## Goal of the exercise
Search the entries below for the word "roads" and copy each line that has it.

## Task data
☆ ☆ ☆ ☆ ☆ ☆ ☆

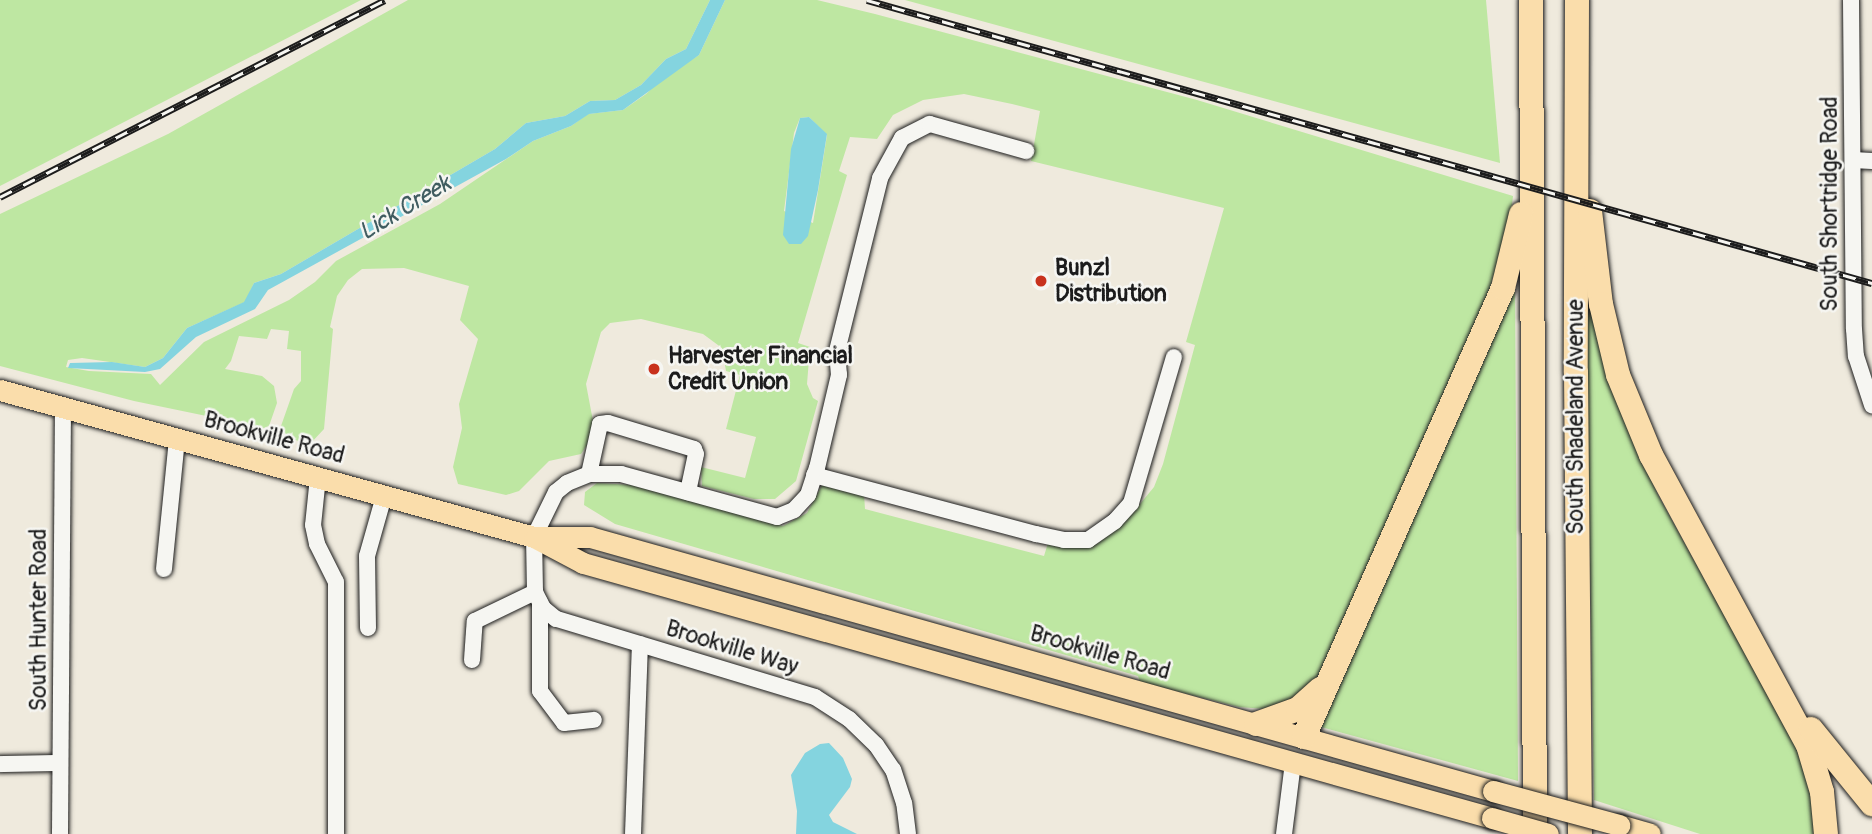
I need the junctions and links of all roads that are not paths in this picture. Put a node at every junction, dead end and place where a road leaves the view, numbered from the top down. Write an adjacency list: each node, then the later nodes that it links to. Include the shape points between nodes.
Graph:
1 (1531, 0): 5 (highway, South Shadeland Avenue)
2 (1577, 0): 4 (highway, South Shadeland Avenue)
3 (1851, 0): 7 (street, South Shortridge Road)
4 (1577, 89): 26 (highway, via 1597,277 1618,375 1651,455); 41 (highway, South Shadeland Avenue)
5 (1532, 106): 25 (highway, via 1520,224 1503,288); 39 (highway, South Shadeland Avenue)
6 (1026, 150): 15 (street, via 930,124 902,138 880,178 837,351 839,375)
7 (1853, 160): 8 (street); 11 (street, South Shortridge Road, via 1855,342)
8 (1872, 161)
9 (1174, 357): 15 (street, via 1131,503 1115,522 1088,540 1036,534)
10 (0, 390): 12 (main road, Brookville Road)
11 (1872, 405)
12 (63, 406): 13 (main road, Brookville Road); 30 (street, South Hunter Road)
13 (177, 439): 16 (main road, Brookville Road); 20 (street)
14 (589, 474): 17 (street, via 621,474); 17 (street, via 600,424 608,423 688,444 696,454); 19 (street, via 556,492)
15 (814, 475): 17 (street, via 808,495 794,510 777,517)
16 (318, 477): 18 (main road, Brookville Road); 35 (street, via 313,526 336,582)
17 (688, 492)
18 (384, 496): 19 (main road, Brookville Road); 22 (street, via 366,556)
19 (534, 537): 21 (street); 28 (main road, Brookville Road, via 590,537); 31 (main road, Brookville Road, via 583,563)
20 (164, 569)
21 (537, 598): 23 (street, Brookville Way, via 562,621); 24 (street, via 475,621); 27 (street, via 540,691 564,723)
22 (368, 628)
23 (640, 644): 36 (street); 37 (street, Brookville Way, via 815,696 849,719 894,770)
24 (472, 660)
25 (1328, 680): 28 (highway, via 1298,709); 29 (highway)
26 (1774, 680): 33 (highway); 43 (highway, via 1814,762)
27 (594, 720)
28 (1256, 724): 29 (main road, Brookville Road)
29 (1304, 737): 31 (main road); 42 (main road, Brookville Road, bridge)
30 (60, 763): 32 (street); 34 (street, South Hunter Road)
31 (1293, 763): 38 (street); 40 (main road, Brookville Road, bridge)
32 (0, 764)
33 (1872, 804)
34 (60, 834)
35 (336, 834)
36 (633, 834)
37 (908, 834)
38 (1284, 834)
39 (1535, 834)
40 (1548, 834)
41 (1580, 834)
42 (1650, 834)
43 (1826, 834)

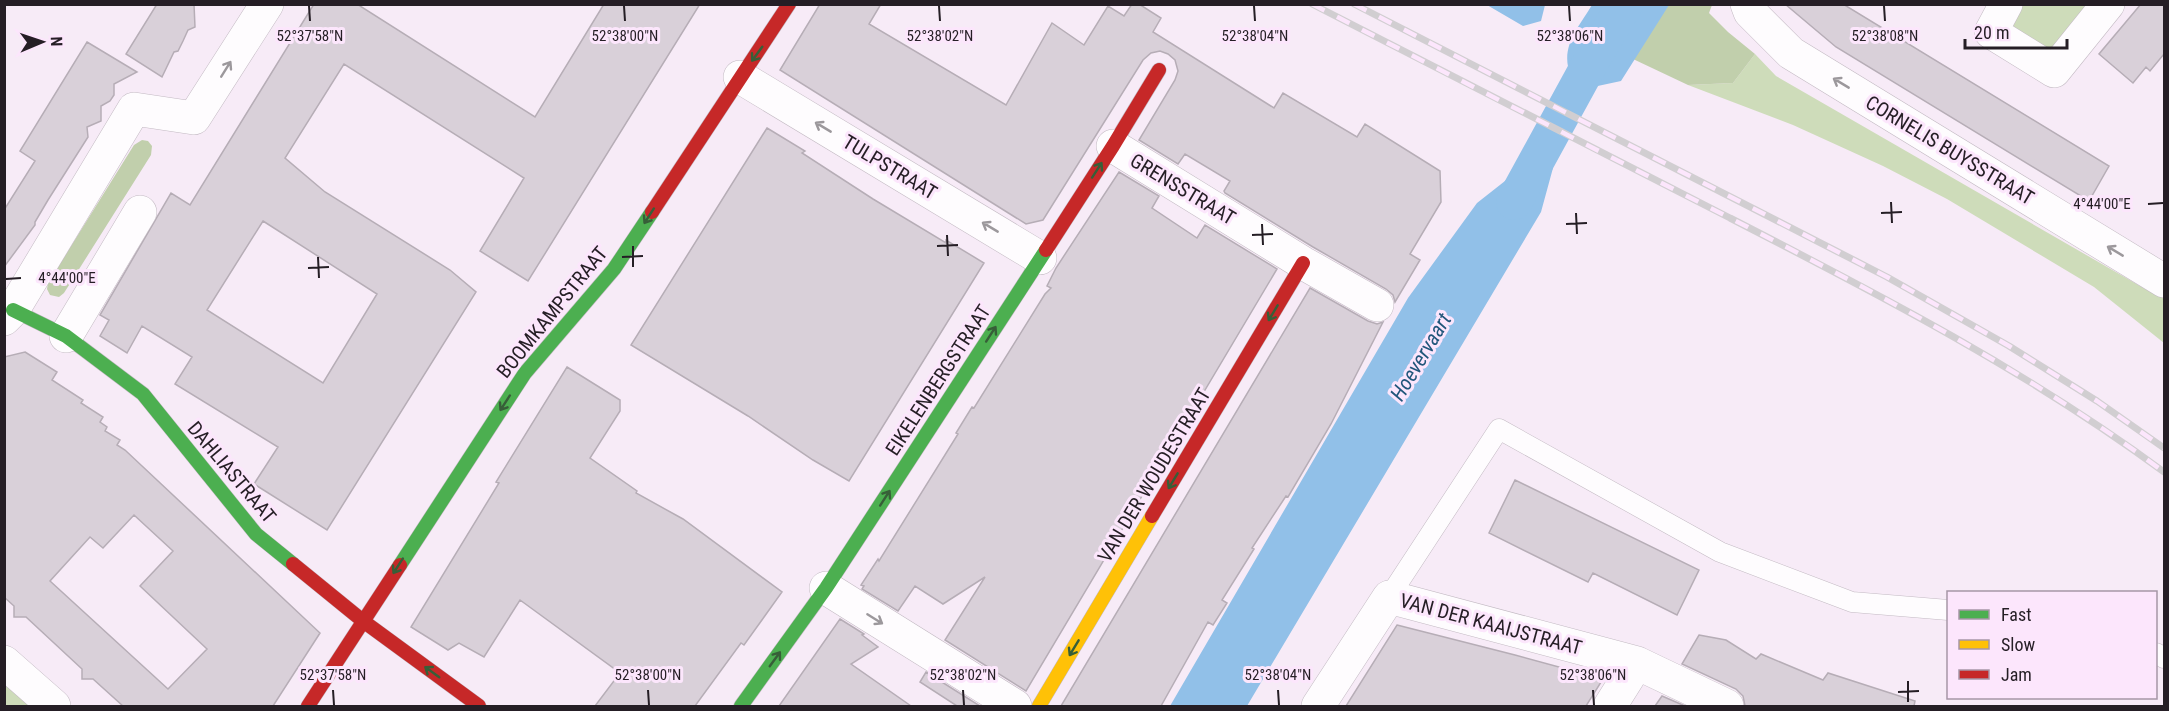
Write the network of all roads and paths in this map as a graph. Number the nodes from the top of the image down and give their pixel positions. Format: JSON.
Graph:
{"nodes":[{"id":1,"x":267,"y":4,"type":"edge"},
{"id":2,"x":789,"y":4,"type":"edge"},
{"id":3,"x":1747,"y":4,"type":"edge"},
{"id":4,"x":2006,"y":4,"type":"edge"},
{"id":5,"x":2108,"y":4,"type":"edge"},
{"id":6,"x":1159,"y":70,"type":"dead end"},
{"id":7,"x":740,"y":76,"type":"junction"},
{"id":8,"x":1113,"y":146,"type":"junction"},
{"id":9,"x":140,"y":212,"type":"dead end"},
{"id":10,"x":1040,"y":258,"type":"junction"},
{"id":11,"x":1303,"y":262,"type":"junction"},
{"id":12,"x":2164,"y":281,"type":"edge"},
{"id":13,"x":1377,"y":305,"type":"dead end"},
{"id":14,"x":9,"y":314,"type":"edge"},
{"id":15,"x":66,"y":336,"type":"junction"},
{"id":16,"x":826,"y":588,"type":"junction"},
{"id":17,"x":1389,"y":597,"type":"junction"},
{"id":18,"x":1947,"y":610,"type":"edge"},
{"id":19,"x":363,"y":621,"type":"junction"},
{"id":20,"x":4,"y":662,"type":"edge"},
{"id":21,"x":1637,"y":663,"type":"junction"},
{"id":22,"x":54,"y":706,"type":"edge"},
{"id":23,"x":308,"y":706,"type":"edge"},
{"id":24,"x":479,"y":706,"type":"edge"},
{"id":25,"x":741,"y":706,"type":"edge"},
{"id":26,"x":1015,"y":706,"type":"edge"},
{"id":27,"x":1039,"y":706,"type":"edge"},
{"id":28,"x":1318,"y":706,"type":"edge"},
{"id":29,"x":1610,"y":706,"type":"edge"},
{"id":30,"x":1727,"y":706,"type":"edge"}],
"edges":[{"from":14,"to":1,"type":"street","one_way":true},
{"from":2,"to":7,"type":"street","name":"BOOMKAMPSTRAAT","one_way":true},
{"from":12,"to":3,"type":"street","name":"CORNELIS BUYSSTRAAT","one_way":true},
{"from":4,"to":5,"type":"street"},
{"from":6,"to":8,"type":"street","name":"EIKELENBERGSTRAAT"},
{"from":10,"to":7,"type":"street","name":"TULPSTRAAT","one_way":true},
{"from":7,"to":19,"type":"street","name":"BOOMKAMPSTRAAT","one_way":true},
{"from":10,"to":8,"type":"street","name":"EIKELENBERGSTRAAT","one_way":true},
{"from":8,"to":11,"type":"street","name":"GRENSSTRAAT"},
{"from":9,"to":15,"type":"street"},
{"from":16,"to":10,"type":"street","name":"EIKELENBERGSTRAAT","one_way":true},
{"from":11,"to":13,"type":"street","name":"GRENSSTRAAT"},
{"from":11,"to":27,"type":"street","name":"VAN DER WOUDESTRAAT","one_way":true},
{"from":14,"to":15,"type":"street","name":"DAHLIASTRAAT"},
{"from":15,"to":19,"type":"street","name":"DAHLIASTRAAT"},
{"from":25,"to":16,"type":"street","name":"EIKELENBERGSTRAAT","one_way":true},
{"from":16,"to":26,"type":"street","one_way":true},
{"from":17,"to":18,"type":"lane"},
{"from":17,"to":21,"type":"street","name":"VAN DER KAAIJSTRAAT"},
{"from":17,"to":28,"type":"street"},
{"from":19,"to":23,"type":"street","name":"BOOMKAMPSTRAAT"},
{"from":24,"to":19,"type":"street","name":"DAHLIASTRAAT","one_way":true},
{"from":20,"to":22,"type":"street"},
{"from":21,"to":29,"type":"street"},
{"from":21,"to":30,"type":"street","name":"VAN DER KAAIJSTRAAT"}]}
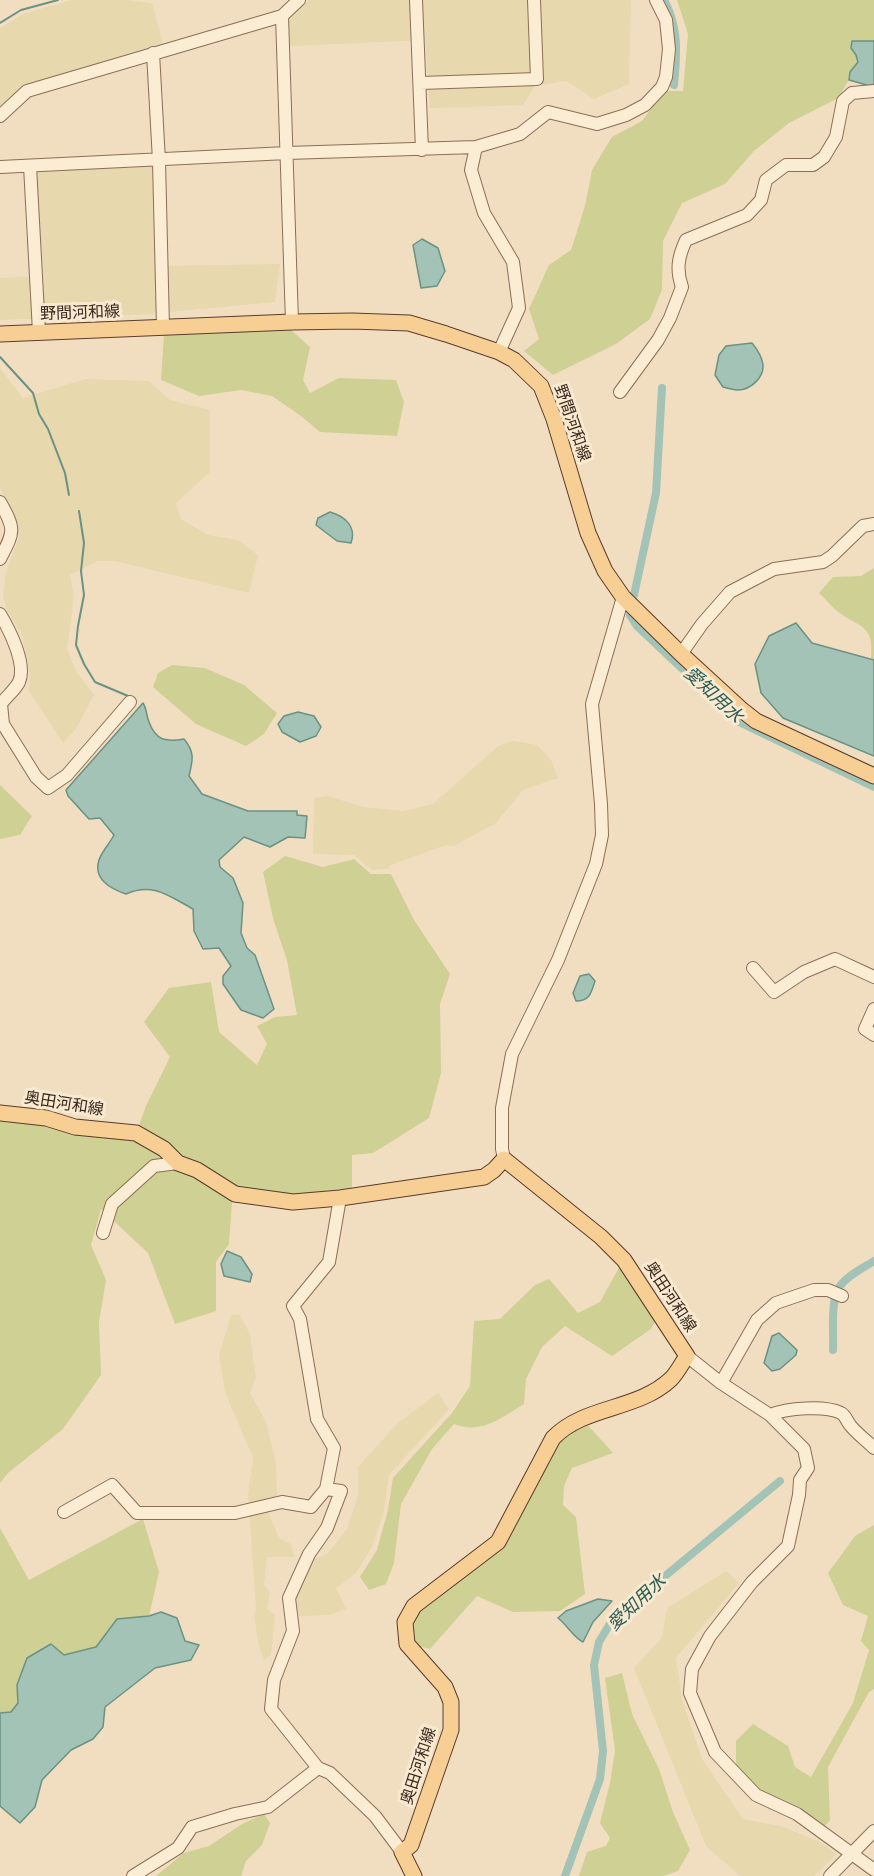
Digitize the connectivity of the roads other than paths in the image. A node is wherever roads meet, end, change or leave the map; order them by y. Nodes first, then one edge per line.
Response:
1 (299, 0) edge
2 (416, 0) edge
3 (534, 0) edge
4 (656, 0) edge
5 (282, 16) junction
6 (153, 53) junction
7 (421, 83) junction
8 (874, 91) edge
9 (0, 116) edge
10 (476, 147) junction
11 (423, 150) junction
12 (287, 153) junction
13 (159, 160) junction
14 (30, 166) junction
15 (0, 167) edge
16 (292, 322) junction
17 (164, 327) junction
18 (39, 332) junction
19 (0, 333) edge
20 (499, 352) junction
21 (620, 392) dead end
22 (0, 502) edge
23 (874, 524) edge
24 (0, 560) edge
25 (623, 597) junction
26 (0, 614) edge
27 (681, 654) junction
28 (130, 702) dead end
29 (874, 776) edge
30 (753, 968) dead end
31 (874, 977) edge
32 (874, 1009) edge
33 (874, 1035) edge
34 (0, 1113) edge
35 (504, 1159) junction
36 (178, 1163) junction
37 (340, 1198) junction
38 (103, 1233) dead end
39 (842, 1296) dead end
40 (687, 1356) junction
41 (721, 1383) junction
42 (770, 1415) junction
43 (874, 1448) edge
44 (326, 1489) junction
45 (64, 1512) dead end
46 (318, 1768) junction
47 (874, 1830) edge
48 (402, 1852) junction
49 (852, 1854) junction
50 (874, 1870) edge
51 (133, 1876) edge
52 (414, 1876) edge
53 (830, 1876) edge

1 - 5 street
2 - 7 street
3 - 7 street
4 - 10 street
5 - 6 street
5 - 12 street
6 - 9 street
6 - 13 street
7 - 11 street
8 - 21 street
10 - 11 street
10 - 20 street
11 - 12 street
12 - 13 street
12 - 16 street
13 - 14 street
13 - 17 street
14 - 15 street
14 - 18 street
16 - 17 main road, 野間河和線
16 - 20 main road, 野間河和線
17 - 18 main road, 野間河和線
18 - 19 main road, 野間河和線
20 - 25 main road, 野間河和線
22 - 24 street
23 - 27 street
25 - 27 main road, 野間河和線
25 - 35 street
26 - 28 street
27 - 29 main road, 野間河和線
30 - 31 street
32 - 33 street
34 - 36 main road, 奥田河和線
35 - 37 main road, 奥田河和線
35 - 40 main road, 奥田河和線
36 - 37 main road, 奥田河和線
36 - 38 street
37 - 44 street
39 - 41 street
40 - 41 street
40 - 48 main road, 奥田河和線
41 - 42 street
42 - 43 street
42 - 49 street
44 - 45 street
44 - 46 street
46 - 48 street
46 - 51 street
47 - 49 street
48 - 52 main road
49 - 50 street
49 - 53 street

☆ ☆ ☆ ☆ ☆ ☆ ☆

## Result for this exercise
I need the junctions and links of all roads that are not paths in this picture. Put a node at every junction, dead end and place where a road leaves the view, numbered from the top down. Write an adjacency list: each node, then the later nodes that it links to. Include the shape points between nodes.
Write the network of all roads and paths in this map as a graph. Number the nodes from the top of the image down and give their pixel positions. Format: JSON.
Digitize the connectivity of the roads other than paths in the image. A node is wherever roads meet, end, change or leave the map; order them by y. Nodes first, then one edge per line.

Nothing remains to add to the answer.